In What’s Up With That Big Grant to the Atlantic Monthly From the Walton Family Foundation?, David Callahan describes it so:
We’ve also noted a double standard at work in scrutinizing this funding, and how some large foundation grants to media outfits attract very little scrutiny, even though they should—for example, the generous support to public radio by two foundations with a progressive agenda, Ford and Robert Wood Johnson, for coverage of specific issues, such as healthcare and inequality. If the Koch brothers made similar grants to media outlets, you can bet there’d be a firestorm.
It’s an interesting observation, especially when it comes to progressive foundation support for issues related to education. For example, Callahan notes that the Ford Foundation has given “over $1.5 million to the Los Angeles Times in recent years.”
At the time the grant was announced three years ago, the rollout was covered as an unusual collaboration between a nonprofit foundation and a for-profit media outlet. See the LA Times story here and a post from CJR here and Poynter here. The grants funding five reporter positions were focused on covering immigrant communities and inequality, among other things.

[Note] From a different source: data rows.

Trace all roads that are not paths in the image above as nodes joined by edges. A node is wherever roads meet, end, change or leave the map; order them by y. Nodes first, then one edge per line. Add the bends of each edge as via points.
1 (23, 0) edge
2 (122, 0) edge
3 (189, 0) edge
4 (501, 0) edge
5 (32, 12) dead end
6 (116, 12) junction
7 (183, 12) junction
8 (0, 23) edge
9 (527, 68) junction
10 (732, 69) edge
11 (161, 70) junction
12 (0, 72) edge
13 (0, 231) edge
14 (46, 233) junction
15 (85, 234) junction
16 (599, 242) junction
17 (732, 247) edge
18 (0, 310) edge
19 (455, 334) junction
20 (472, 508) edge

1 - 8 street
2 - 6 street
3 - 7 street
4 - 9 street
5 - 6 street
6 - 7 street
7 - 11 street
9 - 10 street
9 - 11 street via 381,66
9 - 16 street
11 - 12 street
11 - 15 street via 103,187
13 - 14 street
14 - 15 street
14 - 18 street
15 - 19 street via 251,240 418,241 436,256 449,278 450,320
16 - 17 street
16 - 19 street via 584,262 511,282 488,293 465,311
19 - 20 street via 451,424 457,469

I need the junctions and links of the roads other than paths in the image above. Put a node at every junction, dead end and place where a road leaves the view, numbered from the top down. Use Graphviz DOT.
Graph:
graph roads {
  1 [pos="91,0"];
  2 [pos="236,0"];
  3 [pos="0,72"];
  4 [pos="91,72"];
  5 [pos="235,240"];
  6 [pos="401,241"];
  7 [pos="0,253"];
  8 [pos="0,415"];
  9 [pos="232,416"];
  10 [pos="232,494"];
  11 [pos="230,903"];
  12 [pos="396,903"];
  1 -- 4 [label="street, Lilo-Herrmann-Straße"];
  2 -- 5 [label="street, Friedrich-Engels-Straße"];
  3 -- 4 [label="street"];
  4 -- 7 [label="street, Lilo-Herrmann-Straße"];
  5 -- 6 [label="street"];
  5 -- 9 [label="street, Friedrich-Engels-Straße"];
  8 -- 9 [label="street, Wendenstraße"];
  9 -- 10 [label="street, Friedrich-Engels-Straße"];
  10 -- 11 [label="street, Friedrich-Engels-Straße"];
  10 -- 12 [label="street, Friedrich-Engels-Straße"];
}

The Ford funding is disclosed at least some of the time (see here for an example) and isn’t specifically given for education coverage. However I know from my work writing about a Los Angeles high school and editing LA School Report that there were concerns expressed privately about the quality and balance of the coverage that was being provided. And — as with the RWJ funding given to NPR and PBS for health coverage — the issue seems to have received little attention by observers and the public.